▶ _Data listing_
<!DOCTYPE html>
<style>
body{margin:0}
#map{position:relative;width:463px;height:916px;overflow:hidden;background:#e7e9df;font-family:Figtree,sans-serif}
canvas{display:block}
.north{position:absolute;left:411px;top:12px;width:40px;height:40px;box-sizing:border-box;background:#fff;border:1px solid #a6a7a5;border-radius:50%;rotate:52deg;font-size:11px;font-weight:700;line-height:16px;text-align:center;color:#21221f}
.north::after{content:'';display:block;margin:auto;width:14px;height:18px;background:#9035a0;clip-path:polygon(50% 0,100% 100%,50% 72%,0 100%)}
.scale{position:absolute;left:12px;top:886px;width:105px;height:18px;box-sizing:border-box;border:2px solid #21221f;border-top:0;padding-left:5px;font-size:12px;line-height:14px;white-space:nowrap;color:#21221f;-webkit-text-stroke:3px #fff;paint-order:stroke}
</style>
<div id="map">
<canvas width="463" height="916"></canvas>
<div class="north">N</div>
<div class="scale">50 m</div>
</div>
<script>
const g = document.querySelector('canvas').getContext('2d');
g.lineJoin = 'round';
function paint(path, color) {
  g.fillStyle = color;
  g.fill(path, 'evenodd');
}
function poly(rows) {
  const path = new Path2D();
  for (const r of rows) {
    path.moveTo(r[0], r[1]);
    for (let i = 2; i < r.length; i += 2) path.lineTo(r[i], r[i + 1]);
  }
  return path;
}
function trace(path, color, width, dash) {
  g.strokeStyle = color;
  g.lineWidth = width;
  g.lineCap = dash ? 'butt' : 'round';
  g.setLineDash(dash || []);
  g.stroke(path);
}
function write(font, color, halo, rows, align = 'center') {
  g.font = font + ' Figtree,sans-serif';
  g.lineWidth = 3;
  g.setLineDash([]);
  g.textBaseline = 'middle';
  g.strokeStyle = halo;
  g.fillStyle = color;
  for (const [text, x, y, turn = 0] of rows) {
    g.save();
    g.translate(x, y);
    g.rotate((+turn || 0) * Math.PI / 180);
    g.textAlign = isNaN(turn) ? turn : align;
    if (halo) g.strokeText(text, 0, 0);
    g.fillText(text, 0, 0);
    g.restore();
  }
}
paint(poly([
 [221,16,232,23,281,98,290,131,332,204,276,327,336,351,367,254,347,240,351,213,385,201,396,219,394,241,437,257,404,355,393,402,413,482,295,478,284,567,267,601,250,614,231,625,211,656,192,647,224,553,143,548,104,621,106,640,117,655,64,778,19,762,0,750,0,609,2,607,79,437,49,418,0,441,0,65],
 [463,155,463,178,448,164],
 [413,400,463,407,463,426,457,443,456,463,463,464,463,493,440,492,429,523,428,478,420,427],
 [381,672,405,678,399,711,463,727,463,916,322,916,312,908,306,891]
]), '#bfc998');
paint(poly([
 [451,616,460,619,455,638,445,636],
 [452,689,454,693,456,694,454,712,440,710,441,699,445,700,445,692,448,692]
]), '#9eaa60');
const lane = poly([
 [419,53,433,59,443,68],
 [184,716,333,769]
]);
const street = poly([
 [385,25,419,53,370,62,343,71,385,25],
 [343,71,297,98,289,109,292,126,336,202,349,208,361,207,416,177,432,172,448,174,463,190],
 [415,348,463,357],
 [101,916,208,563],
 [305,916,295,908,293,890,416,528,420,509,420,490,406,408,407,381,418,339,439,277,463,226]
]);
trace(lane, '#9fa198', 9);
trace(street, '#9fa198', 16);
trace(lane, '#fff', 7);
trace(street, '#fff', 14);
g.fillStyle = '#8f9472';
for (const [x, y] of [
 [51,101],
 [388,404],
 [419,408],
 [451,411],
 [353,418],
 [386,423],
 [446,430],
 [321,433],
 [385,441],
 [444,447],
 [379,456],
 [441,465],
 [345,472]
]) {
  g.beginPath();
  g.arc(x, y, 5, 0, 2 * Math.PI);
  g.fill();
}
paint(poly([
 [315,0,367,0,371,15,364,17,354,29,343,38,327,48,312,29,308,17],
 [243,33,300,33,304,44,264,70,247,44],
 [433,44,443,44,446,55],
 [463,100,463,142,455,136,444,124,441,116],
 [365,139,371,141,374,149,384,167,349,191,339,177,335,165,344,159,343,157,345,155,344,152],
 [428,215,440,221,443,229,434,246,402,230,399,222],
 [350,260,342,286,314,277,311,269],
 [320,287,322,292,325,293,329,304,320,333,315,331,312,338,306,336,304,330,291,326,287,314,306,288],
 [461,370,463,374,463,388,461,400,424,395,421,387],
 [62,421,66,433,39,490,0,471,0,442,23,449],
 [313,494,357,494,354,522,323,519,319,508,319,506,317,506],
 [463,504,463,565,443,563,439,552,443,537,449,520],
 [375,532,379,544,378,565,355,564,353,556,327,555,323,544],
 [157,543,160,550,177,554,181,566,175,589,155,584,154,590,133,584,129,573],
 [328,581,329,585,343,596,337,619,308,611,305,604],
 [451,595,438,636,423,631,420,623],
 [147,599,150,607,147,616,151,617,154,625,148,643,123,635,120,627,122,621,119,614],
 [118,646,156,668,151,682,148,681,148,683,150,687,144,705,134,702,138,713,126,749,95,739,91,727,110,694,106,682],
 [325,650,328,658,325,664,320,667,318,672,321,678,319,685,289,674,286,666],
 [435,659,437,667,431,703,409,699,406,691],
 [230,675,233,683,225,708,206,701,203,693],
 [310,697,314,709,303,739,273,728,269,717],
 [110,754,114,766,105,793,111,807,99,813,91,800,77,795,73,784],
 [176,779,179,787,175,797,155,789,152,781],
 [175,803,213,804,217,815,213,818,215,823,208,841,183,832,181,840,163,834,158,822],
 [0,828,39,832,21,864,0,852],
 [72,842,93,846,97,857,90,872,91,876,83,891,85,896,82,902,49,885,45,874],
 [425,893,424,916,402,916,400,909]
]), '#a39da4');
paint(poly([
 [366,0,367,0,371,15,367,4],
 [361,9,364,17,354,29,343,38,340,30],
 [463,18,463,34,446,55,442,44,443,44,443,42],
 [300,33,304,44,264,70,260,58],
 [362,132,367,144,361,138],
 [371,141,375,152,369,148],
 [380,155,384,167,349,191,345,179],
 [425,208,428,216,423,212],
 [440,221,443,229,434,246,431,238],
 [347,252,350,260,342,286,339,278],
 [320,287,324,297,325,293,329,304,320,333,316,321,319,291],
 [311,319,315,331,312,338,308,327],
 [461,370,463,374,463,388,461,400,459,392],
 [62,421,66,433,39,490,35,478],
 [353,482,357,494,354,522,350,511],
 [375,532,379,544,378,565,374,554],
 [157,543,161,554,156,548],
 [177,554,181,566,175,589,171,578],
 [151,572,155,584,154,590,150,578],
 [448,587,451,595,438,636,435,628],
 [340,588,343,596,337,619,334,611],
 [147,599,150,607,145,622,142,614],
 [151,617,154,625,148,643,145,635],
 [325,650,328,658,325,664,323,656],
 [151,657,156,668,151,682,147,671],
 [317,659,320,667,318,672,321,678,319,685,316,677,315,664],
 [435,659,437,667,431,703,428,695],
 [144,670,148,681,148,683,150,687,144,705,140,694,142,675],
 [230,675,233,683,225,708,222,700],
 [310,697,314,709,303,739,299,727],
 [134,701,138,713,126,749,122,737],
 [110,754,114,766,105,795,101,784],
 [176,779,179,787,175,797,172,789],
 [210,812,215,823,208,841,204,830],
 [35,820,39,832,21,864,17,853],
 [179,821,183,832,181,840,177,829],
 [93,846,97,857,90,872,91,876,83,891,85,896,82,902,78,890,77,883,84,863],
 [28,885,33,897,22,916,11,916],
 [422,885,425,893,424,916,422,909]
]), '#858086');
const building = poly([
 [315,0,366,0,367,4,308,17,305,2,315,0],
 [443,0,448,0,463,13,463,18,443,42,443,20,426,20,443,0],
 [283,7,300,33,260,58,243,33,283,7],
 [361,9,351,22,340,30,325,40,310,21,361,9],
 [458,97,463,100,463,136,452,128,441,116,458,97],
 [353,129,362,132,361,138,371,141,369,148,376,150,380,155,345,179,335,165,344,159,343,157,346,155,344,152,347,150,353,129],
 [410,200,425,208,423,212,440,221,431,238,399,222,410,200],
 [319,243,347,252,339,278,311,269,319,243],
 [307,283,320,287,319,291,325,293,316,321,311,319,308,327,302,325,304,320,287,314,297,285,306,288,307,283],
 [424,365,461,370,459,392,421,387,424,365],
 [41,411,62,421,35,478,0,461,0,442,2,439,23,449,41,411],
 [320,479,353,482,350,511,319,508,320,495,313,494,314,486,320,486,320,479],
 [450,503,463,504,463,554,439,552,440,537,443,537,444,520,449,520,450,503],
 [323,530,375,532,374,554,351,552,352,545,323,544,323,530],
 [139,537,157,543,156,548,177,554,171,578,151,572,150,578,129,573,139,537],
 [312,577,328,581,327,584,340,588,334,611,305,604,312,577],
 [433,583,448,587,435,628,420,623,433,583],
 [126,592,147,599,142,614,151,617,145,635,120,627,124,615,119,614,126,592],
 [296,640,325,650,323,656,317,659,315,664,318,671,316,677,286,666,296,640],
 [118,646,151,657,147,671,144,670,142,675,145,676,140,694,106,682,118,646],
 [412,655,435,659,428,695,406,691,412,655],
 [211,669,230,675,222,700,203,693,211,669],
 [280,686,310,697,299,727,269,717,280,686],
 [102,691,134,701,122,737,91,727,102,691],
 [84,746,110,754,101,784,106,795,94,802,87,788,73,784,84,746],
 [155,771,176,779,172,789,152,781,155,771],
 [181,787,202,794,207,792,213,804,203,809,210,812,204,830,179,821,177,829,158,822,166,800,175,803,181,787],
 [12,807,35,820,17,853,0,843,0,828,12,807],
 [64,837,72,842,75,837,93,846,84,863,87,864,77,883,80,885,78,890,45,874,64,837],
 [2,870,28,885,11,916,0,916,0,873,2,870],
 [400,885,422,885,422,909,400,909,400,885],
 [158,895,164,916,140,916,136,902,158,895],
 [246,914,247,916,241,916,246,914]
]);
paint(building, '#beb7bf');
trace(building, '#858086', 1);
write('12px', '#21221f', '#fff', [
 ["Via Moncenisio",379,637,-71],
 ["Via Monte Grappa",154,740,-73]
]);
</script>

▶ _Problem statement_
Among the lines of the material, some contain the string "center". State how many, and nothing more.

▶ _Response area_
2